== About this exercise ==
Within the records that follow, determine how many lines include the word "Quai". State the number and nothing further.

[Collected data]
* * *
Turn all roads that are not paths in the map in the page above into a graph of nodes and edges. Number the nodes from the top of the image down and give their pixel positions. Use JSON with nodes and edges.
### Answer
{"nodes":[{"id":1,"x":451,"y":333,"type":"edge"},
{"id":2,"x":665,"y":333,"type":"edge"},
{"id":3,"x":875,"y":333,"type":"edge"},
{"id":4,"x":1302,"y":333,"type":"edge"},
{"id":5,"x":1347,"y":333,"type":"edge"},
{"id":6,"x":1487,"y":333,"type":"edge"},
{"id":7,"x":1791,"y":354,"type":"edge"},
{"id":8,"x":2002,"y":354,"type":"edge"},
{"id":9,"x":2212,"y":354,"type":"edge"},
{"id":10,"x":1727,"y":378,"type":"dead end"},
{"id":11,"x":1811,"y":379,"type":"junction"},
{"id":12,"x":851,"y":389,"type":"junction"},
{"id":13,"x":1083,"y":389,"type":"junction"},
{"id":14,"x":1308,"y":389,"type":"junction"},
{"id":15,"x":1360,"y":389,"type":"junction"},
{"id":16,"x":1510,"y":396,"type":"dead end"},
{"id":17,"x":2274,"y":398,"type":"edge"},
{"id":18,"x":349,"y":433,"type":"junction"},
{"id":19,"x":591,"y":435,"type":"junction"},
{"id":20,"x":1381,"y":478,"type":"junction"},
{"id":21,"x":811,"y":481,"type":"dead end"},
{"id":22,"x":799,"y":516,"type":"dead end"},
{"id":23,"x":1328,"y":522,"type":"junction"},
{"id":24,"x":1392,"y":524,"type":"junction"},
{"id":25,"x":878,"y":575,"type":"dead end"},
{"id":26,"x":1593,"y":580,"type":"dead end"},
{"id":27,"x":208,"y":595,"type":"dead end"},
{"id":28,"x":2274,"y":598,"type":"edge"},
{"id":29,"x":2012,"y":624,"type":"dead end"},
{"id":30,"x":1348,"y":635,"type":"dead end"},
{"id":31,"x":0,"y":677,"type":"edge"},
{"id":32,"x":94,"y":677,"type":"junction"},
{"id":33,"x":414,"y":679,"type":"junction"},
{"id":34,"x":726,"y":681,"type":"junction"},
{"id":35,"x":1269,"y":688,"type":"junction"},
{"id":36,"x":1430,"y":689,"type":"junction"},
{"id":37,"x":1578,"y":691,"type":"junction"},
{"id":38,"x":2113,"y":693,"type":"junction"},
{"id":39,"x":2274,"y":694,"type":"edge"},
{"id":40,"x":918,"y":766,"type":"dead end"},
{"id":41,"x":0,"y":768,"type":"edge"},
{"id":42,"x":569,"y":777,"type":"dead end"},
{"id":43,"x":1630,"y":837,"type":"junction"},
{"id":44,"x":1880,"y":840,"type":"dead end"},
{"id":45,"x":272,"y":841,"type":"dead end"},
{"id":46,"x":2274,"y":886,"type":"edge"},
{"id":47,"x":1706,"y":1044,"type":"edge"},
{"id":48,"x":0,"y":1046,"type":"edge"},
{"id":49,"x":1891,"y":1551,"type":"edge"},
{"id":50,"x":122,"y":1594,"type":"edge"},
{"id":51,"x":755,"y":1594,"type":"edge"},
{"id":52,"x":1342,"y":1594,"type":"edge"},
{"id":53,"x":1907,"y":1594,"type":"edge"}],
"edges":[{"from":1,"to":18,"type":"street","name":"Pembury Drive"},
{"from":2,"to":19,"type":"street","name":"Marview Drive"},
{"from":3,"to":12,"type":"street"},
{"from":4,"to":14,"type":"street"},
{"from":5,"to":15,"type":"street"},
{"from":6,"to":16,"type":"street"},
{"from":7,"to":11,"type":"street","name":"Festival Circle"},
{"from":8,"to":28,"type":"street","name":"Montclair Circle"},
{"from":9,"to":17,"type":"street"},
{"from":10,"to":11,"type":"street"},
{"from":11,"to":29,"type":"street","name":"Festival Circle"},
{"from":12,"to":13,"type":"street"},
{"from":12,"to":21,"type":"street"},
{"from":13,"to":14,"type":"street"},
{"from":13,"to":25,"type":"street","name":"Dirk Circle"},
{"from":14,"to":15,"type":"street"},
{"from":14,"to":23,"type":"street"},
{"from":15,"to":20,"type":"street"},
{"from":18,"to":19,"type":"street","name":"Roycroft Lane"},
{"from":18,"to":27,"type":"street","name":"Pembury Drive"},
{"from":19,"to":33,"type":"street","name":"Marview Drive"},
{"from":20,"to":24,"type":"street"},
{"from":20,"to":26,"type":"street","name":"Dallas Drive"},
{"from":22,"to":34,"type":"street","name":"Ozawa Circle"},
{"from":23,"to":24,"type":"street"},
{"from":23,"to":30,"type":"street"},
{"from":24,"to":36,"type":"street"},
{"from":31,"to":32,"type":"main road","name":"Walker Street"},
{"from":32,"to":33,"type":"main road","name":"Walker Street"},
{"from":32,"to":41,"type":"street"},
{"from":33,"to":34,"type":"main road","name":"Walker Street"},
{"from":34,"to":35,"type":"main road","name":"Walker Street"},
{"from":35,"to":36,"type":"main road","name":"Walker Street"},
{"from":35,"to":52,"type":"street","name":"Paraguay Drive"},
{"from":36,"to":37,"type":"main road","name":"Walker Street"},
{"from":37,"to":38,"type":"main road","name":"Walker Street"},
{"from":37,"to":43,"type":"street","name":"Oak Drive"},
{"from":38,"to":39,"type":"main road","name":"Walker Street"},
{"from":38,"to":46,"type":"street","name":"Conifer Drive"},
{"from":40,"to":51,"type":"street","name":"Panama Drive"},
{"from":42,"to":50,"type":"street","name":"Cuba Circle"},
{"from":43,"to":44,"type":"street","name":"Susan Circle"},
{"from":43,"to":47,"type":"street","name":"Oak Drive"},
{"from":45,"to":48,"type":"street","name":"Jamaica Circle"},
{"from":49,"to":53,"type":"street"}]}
* * *
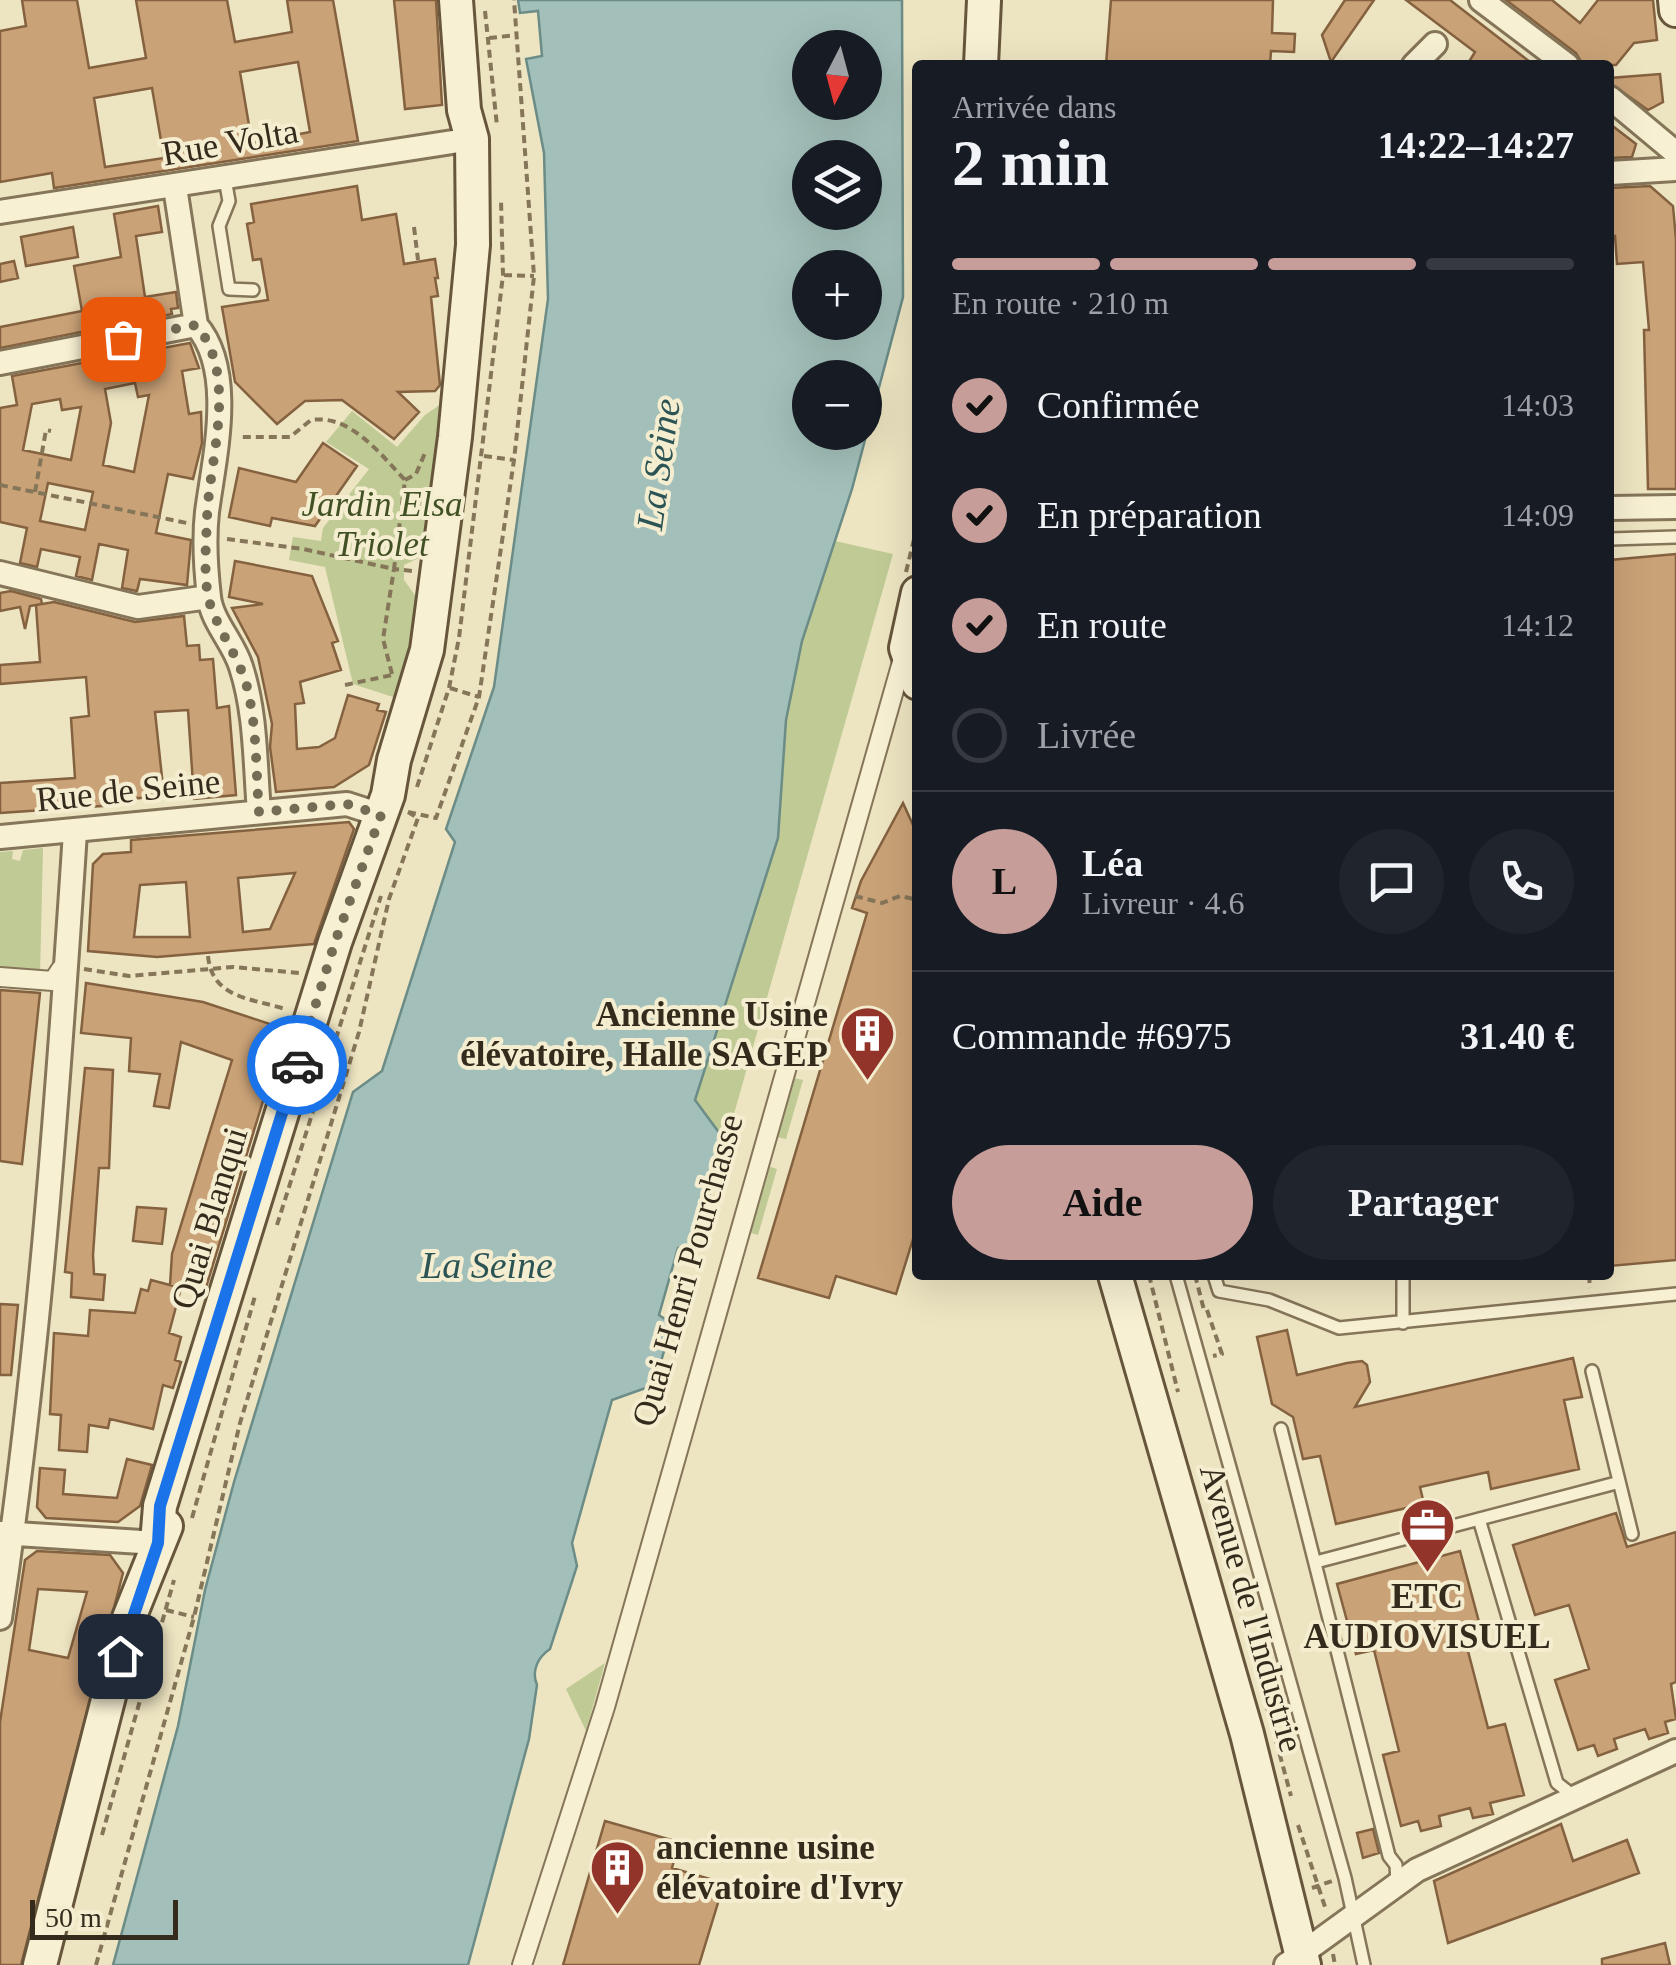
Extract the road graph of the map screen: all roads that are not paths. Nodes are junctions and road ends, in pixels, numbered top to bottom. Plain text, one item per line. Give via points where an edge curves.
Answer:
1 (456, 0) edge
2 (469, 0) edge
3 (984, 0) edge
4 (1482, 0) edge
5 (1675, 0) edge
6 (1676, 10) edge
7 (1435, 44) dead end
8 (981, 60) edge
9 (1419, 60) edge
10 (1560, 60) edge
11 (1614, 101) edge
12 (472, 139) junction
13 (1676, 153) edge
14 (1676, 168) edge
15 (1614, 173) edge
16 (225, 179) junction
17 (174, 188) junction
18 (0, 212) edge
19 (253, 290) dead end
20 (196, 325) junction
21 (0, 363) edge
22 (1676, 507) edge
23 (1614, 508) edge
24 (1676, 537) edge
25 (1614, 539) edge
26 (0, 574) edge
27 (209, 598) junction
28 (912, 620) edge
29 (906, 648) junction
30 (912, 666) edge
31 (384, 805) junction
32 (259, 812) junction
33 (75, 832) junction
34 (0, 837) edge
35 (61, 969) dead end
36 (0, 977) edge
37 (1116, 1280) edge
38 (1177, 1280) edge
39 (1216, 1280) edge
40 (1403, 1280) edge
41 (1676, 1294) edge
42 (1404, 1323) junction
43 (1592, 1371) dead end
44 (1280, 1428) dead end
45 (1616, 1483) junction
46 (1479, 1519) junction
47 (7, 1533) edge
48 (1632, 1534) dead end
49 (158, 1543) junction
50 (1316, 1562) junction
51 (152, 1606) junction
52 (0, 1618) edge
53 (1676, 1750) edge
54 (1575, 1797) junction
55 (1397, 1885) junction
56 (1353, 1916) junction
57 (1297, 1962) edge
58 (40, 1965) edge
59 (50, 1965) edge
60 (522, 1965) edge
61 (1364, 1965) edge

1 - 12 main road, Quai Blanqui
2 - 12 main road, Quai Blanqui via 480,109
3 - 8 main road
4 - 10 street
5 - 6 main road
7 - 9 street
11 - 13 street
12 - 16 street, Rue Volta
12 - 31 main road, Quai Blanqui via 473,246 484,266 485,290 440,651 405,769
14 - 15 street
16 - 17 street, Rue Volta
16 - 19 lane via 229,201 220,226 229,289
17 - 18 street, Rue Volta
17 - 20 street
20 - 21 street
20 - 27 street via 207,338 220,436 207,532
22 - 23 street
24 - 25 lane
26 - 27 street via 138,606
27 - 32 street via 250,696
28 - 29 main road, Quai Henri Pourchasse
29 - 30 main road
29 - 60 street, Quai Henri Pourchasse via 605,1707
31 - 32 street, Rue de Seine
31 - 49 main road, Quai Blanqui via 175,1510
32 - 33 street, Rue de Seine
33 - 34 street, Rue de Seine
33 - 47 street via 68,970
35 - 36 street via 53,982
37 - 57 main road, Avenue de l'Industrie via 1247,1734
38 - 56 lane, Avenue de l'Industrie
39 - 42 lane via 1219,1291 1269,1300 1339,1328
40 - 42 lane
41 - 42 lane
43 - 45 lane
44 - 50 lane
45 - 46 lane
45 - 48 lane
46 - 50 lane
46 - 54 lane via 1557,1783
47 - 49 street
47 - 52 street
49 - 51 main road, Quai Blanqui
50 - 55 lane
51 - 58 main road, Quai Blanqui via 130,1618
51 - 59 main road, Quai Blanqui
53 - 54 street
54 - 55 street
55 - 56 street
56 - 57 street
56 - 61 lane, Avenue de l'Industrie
* * *
== Solution to the problem ==
9